Marco Polo - Laurence Bergreen [32]
Ahead lay a trek of three thousand miles across the Steppe and arid desert of Mongolia. The travelers covered the distance in fifteen months to reach the Mongol capital of Karakorum as a new khan, Güyük, was about to receive his title. Güyük welcomed the two missionaries from the West, heard their summons to Christianity, and replied that he would oblige only if the pope and all the secular leaders of Europe came to Karakorum to swear allegiance to him. Or, in the words of the new khan, “You must come yourself at the head of all your kings and prove to us your fealty and allegiance. And if you disregard the command of God and disobey Our instructions, we shall look upon you as Our enemy. Who ever recognizes and submits to the Son of God…will be wiped out.” It was a dispiriting conclusion to their arduous journey.
In November 1246, the two monks made their way back through wind-whipped snowstorms bearing disappointing news for Pope Innocent IV. Although the mission failed to achieve its stated purpose, it had been a remarkable journey of exploration. Carpini is believed to have been the first Westerner since AD 900 to travel east of Baghdad and return safely from the great no-man’s-land that was Asia.

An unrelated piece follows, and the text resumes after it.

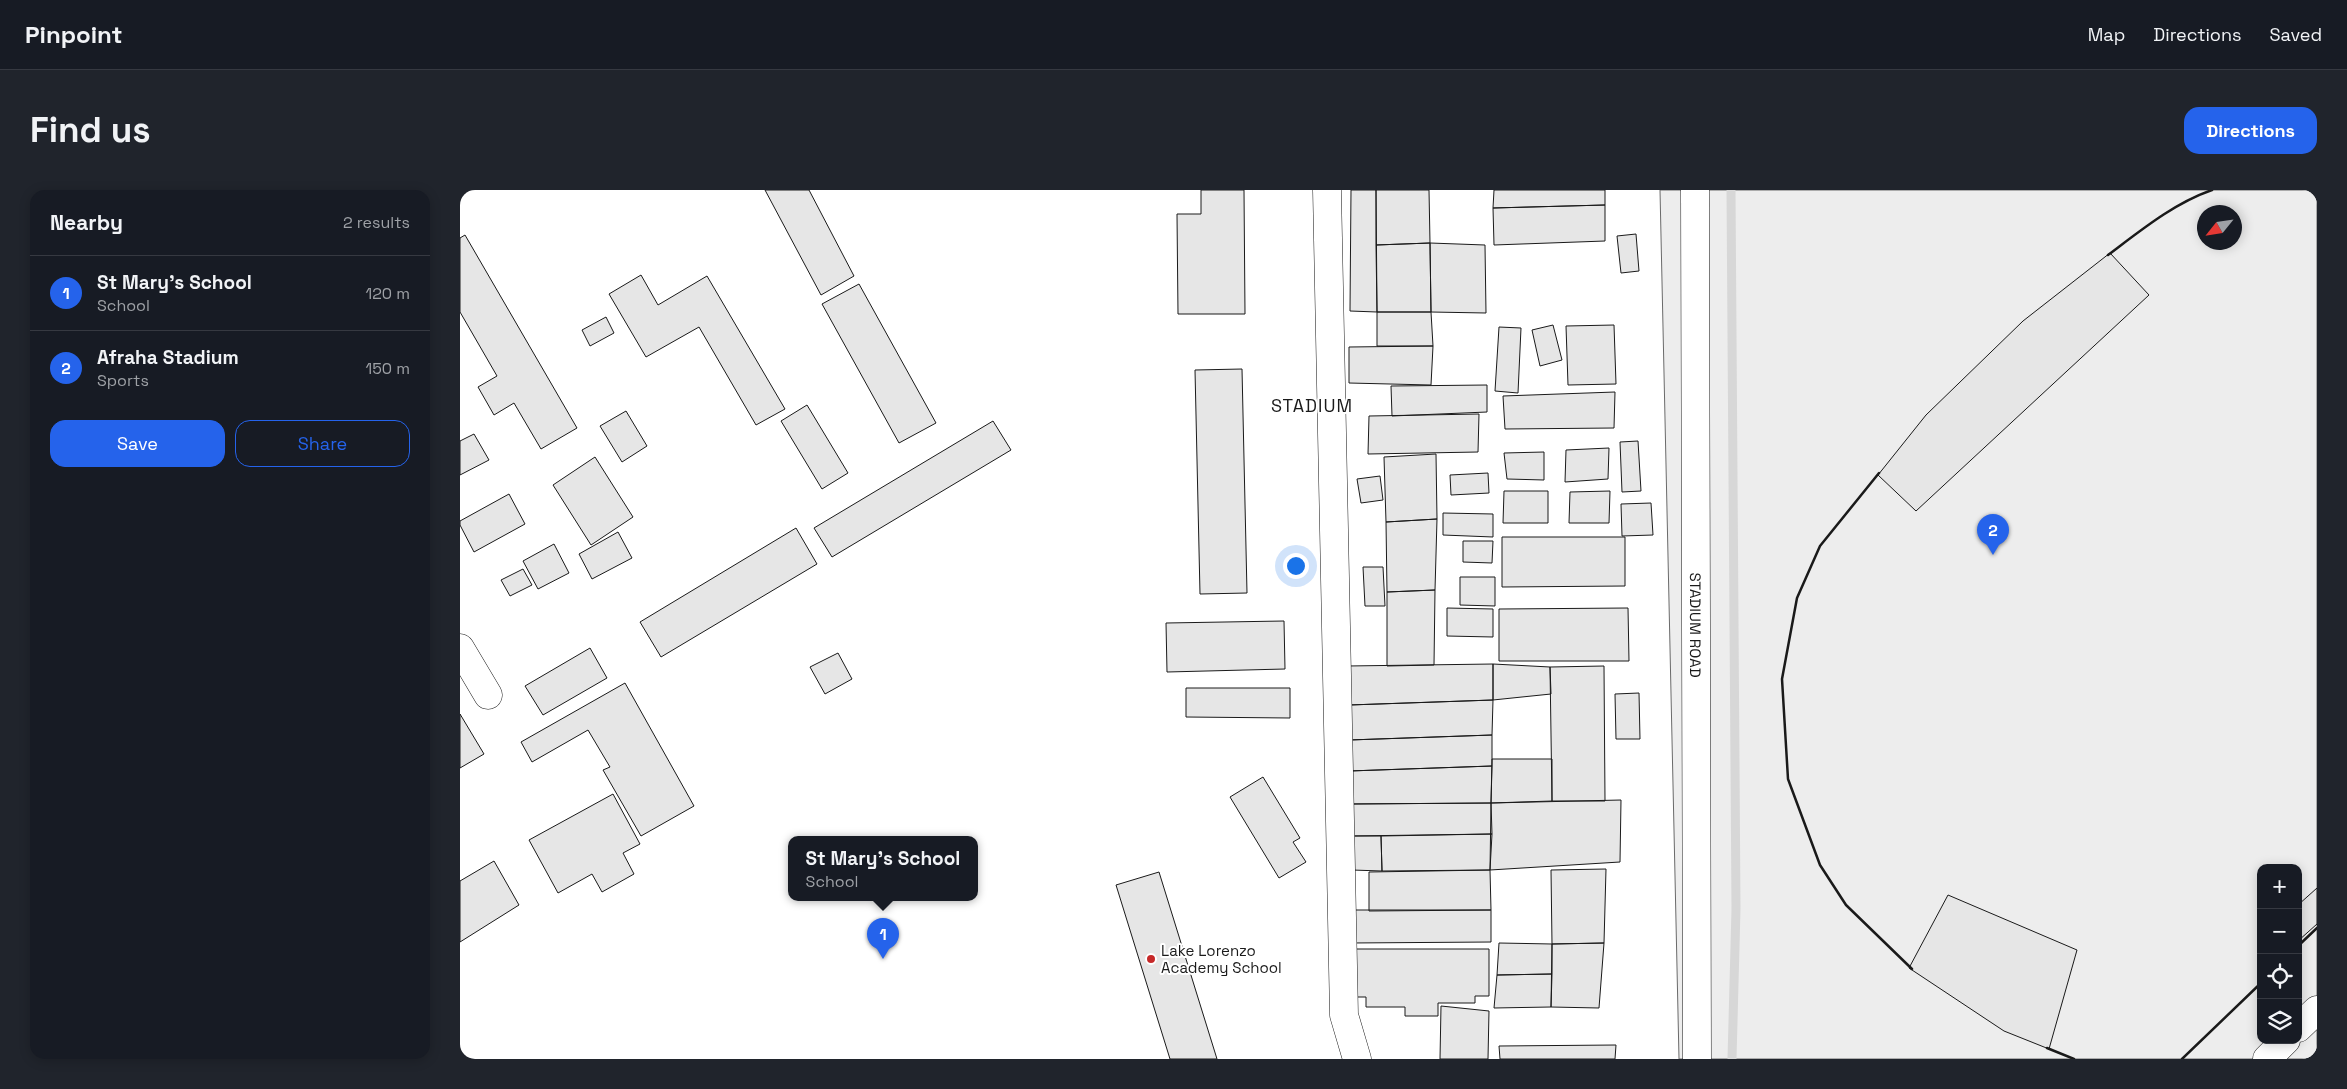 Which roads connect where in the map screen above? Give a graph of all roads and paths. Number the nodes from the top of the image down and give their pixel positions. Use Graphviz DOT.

CARPINI compiled the first comprehensive description of Mongol life for Western audiences, a work called Historia Mongalorum (History of the Mongols), or occasionally Liber Tartarorum (Book of the Tartars). No match for the drama animating Marco’s account, Carpini’s has the benefit of clarity and simplicity. The first eight chapters cover the country, climate, manners, religion, character, history, policies, and military tactics of the Mongols; the ninth is devoted to the other regions Carpini visited along the way. The account helped to explain and humanize the Mongols for Western readers by characterizing them as a remarkable and resourceful people.
Carpini vividly evoked the strange but noble appearance of the people who seemed destined to rule Asia and possibly Europe: “In appearance, the Tartars are quite different from all other men, for they are broader than other people between the eyes and across the cheekbones. Their cheeks also are rather prominent above their jaws; they have a flat and small nose, their eyes are little, and their eyelids raised up to the eyebrows. For the most part, but with a few exceptions, they are slender about the waist; almost all are of medium height. Hardly any of them grow beards, although some have a little hair on the upper lip and chin and this they do not trim.”
He was also alert to the most distinctive feature of Mongol grooming, the tonsure: “On the top of the head they have a tonsure like clerics, and as a general rule all shave from one ear to the other to the breadth of three fingers, and this shaving joins on to the tonsure. Above the forehead also they all likewise shave to two fingers’ breadth, but the hair between this shaving and the tonsure they allow to grow until it reaches their eyebrows, and, cutting more from each side of the forehead than in the middle, they make the hair…long; the rest of the hair they grow like women, and they make it into two braids which they bind, one behind each ear.”
He provided a close-up of Mongol dress: “The married women have a very full tunic, open to the ground in front. On their head, they have a round thing made of twigs or bark…and on the top there is a long and slender cane of gold or silver or wood, or even a feather, and it is sewn into a cap which reaches to the shoulders. The cap as well as the object is covered with buckram, velvet, or brocade, and without this headgear they never go into the presence of men and by it they are distinguished from other women.”